Volvo Logistics is handling all inbound deliveries and outbound  movements to the Russian market and neighbouring CIS countries. There will also be a number of customer pick-ups at Kaluga.
 
The plant, which is 200km southwest of Moscow, has an annual capacity for 15,000 trucks and will share production with Renault – 10,000 trucks will be assembled by Volvo, with the remaining 5,000 made by the French truckmaker on a separate assembly line.
 
The new models include the Volvo FH/FM/FL and FE and the Renault Premium and Kerax.
 
The new plant answers the increased demand that Volvo Trucks has received from the Russian market and which its existing 500-capacity CKD plant in Zelenograd (outside Moscow) was struggling to meet. And new, higher Russian customs duties for imported trucks mean production inside the country is more cost-effective than making up the shortfall with trucks from Sweden.
 
"By being in the Kaluga region we will be close to our customers as well as in a booming automotive region in Russia," said Volvo spokeswoman Lena Nordstrom. 
 
The company says production volumes at Kaluga will start with low volumes in order to fine tune the production process and then increase according to demand.
 
Volvo has 39 authorised workshops in Russia, including two wholly-owned Volvo Truck Centres in St.

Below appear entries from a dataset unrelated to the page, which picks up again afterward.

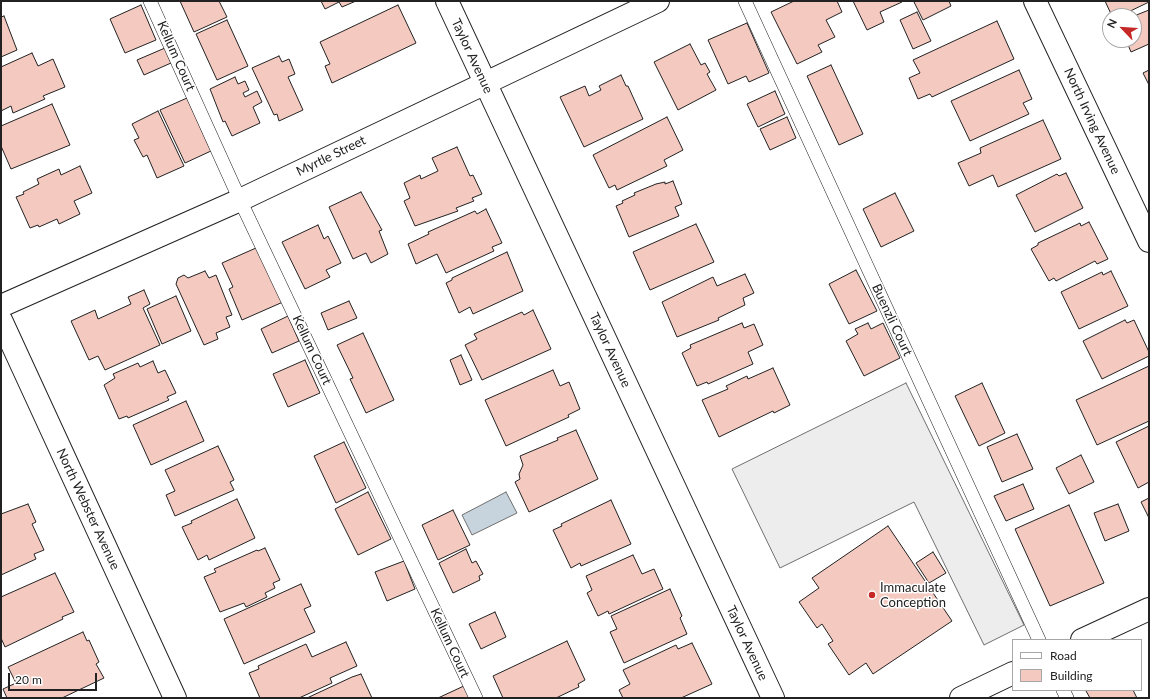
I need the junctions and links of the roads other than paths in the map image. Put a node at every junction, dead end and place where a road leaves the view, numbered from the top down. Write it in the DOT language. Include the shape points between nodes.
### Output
graph roads {
  1 [pos="150,1"];
  2 [pos="447,1"];
  3 [pos="658,1"];
  4 [pos="744,1"];
  5 [pos="1035,1"];
  6 [pos="484,83"];
  7 [pos="240,200"];
  8 [pos="1149,241"];
  9 [pos="1,306"];
  10 [pos="1,320"];
  11 [pos="1149,609"];
  12 [pos="1039,639"];
  13 [pos="1084,639"];
  14 [pos="1012,673"];
  15 [pos="176,698"];
  16 [pos="476,698"];
  17 [pos="773,698"];
  18 [pos="961,698"];
  1 -- 7 [label="lane, Kellum Court"];
  2 -- 6 [label="street, Taylor Avenue"];
  3 -- 6 [label="street, Myrtle Street"];
  4 -- 12 [label="lane, Buenzli Court"];
  5 -- 8 [label="street, North Irving Avenue"];
  6 -- 7 [label="street, Myrtle Street"];
  6 -- 17 [label="street, Taylor Avenue"];
  7 -- 9 [label="street, Myrtle Street"];
  7 -- 16 [label="lane, Kellum Court"];
  10 -- 15 [label="street, North Webster Avenue"];
  11 -- 13 [label="street"];
  14 -- 18 [label="street"];
}
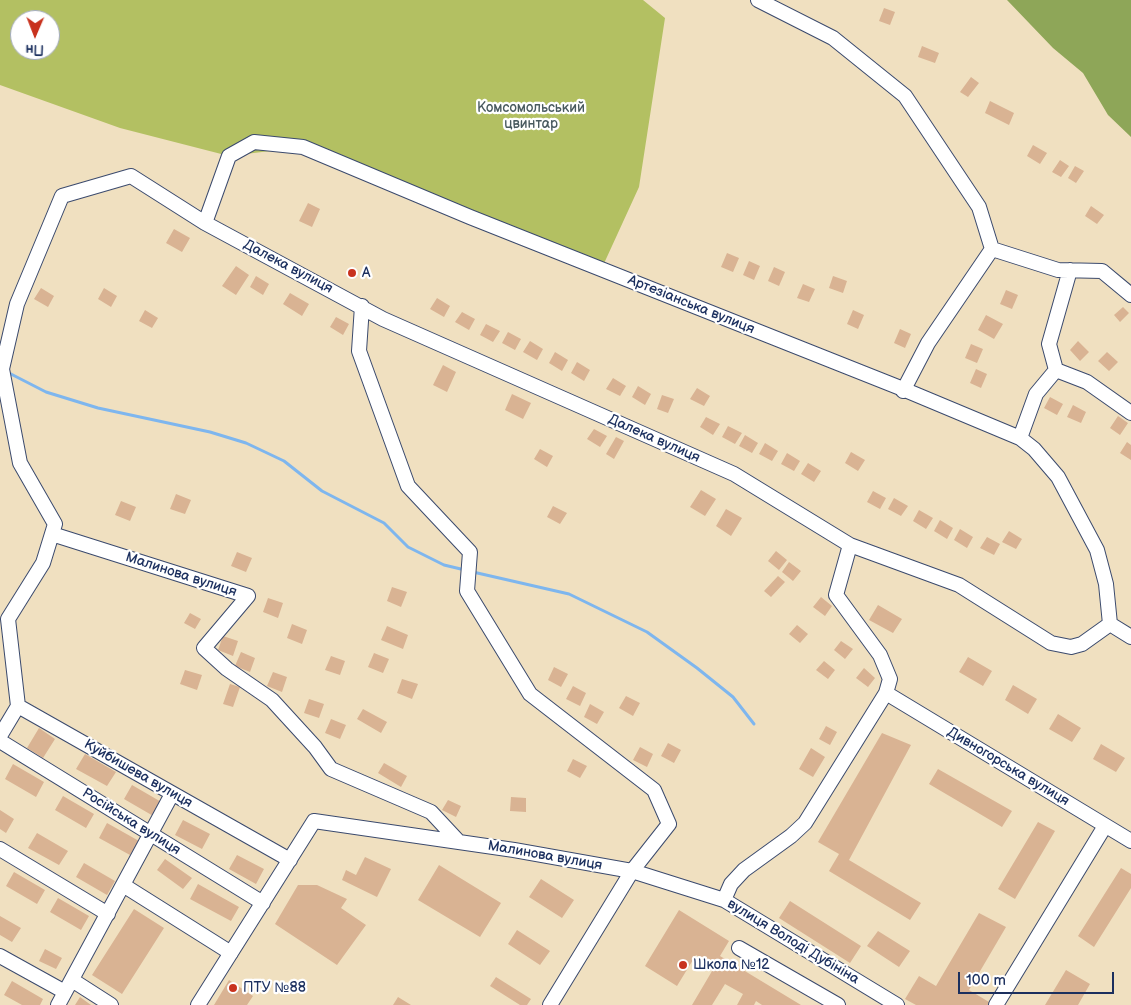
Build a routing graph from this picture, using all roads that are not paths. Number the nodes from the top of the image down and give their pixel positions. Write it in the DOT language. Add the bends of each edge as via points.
graph roads {
  1 [pos="758,0"];
  2 [pos="205,223"];
  3 [pos="992,249"];
  4 [pos="1070,270"];
  5 [pos="1131,295"];
  6 [pos="362,306"];
  7 [pos="1056,370"];
  8 [pos="903,391"];
  9 [pos="1131,413"];
  10 [pos="1020,438"];
  11 [pos="52,534"];
  12 [pos="850,545"];
  13 [pos="1110,624"];
  14 [pos="1131,637"];
  15 [pos="886,693"];
  16 [pos="18,706"];
  17 [pos="0,736"];
  18 [pos="0,741"];
  19 [pos="172,794"];
  20 [pos="1105,826"];
  21 [pos="151,834"];
  22 [pos="1131,841"];
  23 [pos="459,842"];
  24 [pos="0,849"];
  25 [pos="290,860"];
  26 [pos="632,871"];
  27 [pos="123,885"];
  28 [pos="724,900"];
  29 [pos="263,903"];
  30 [pos="108,914"];
  31 [pos="739,948"];
  32 [pos="232,953"];
  33 [pos="0,956"];
  34 [pos="69,986"];
  35 [pos="892,1004"];
  36 [pos="58,1005"];
  37 [pos="111,1005"];
  38 [pos="198,1005"];
  39 [pos="550,1005"];
  40 [pos="838,1005"];
  41 [pos="996,1005"];
  1 -- 3 [label="street" via="833,38 904,96 979,207"];
  2 -- 6 [label="street, Далека вулиця"];
  2 -- 8 [label="street, Артезіанська вулиця" via="229,156 254,142 303,147"];
  2 -- 11 [label="street, Далека вулиця" via="131,176 62,196 17,304 2,370 20,463 55,524"];
  3 -- 4 [label="street" via="1058,270"];
  3 -- 8 [label="street" via="928,343"];
  4 -- 5 [label="street" via="1102,271"];
  4 -- 7 [label="street" via="1049,344"];
  6 -- 12 [label="street, Далека вулиця" via="383,319 734,474"];
  6 -- 26 [label="street" via="358,351 408,486 470,552 467,591 530,694 654,790 669,824"];
  7 -- 9 [label="street" via="1087,382"];
  7 -- 10 [label="street" via="1036,394"];
  8 -- 10 [label="street, Артезіанська вулиця"];
  10 -- 13 [label="street, Артезіанська вулиця" via="1058,477 1097,550 1103,568"];
  11 -- 16 [label="street, Далека вулиця" via="43,563 8,618"];
  11 -- 23 [label="street, Малинова вулиця" via="248,596 204,648 227,670 272,700 331,769 431,812"];
  12 -- 13 [label="street, Далека вулиця" via="959,585 1051,643 1071,647 1082,644"];
  12 -- 15 [label="street" via="836,595 880,655 890,679"];
  13 -- 14 [label="street"];
  15 -- 20 [label="street, Дивногорська вулиця"];
  15 -- 28 [label="street" via="805,823 744,870 731,884"];
  16 -- 17 [label="street"];
  16 -- 19 [label="street, Куйбишева вулиця"];
  18 -- 21 [label="street, Російська вулиця"];
  19 -- 21 [label="street"];
  19 -- 25 [label="street, Куйбишева вулиця"];
  20 -- 22 [label="street, Дивногорська вулиця"];
  20 -- 41 [label="street"];
  21 -- 27 [label="street"];
  21 -- 29 [label="street, Російська вулиця"];
  23 -- 25 [label="street, Малинова вулиця" via="314,821"];
  23 -- 26 [label="street, Малинова вулиця"];
  24 -- 30 [label="street"];
  25 -- 29 [label="street, Малинова вулиця"];
  26 -- 28 [label="street, вулиця Володі Дубініна"];
  26 -- 39 [label="street"];
  27 -- 30 [label="street"];
  27 -- 32 [label="street"];
  28 -- 35 [label="street, вулиця Володі Дубініна"];
  29 -- 32 [label="street, Малинова вулиця"];
  30 -- 34 [label="street"];
  31 -- 40 [label="street"];
  32 -- 38 [label="street, Малинова вулиця"];
  33 -- 34 [label="street"];
  34 -- 36 [label="street"];
  34 -- 37 [label="street"];
}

Petersburg and Moscow. A third centre will be opened in Kaluga later this year.
 
Foreign investment in the Kaluga region increased 300 per cent in 2008 year-on-year, reaching around $1 billion. Automotive investment includes Volkswagen, which is already building vehicles there, and France's Peugeot-Citroën which has started constructing a car factory due to launch production in 2010.